Das Ganze hat nur einen Haken: Der brandneue ESA-Satellit muss gleich nach Beginn seiner auf rund 500 Millionen Euro dotierten Mission regelmäßig abgeschaltet werden. Denn das für die Biomasse-Erfassung so entscheidende P-Frequenzband wird auch vom US-Militär genutzt, berichtet der "Spiegel".
Die europäische Forschungsmission könnte die amerikanische Überwachung von Weltraumschrott und die Frühwarnsysteme für Interkontinentalraketen außer Gefecht setzen.
"Wenn zwei Systeme dieselbe Frequenz nutzen, kommt es zu Störungen. Ein Empfänger kann nicht mehr unterscheiden, wo ein bestimmtes Signal herkam. Damit funktionieren am Ende beide Systeme nicht", wird Satellitenkommunikation-Experte Andreas Knopp von der Universität der Bundeswehr zitiert.
"Biomass" muss daher beim Flug über Nord- und Mittelamerika sowie über Europa und Teile Nordafrikas ausgeschaltet werden. Das Militär hat Vorrang, weiß Knopp: "Das war das Beste, was für die Forschung herauszuholen war".
Das wurde aber bei der rund zehn Jahre dauernden Planung der Mission mitberücksichtigt, die Sonderorganisation ITU der Vereinten Nationen überwacht die Frequenznutzung mit Argusaugen.
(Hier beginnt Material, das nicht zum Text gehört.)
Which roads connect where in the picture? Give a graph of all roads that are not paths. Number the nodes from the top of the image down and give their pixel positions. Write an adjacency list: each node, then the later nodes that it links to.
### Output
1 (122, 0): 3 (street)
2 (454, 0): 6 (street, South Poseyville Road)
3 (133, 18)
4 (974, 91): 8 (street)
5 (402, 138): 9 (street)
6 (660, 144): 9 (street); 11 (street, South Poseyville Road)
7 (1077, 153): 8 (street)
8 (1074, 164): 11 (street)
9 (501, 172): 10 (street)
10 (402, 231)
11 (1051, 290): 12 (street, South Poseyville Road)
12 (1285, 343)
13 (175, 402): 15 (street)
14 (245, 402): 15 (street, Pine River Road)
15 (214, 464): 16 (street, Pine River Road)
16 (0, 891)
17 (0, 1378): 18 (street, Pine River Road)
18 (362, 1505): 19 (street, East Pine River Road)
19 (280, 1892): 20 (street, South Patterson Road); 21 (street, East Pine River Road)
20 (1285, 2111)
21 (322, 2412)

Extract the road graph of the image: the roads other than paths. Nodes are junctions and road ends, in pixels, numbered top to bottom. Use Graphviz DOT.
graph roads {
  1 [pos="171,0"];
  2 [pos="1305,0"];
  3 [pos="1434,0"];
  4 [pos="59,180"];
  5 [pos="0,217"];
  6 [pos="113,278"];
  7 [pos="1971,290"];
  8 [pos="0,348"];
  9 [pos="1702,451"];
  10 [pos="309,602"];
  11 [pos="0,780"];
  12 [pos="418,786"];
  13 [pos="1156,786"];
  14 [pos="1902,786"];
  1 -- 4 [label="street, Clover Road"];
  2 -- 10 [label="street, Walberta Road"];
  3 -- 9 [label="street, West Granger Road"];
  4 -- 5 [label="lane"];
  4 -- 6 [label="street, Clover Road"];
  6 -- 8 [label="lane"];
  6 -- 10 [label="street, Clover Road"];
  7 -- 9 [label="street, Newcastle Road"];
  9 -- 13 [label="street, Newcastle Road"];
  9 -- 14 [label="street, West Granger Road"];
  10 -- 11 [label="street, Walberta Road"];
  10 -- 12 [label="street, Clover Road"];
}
Für die Mission ist das weniger schlimm, betont die ESA. Sie will ihr Hauptaugenmerk ohnehin auf die tropischen Regenwälder legen. Mitteleuropäische Wälder spielen, auch wegen ihrer starken Bewirtschaftung, im CO2-Zyklus eine untergeordnete Rolle. Sie seien "weniger wichtig, weniger dicht und werden ohnehin bereits gut lokal abgedeckt".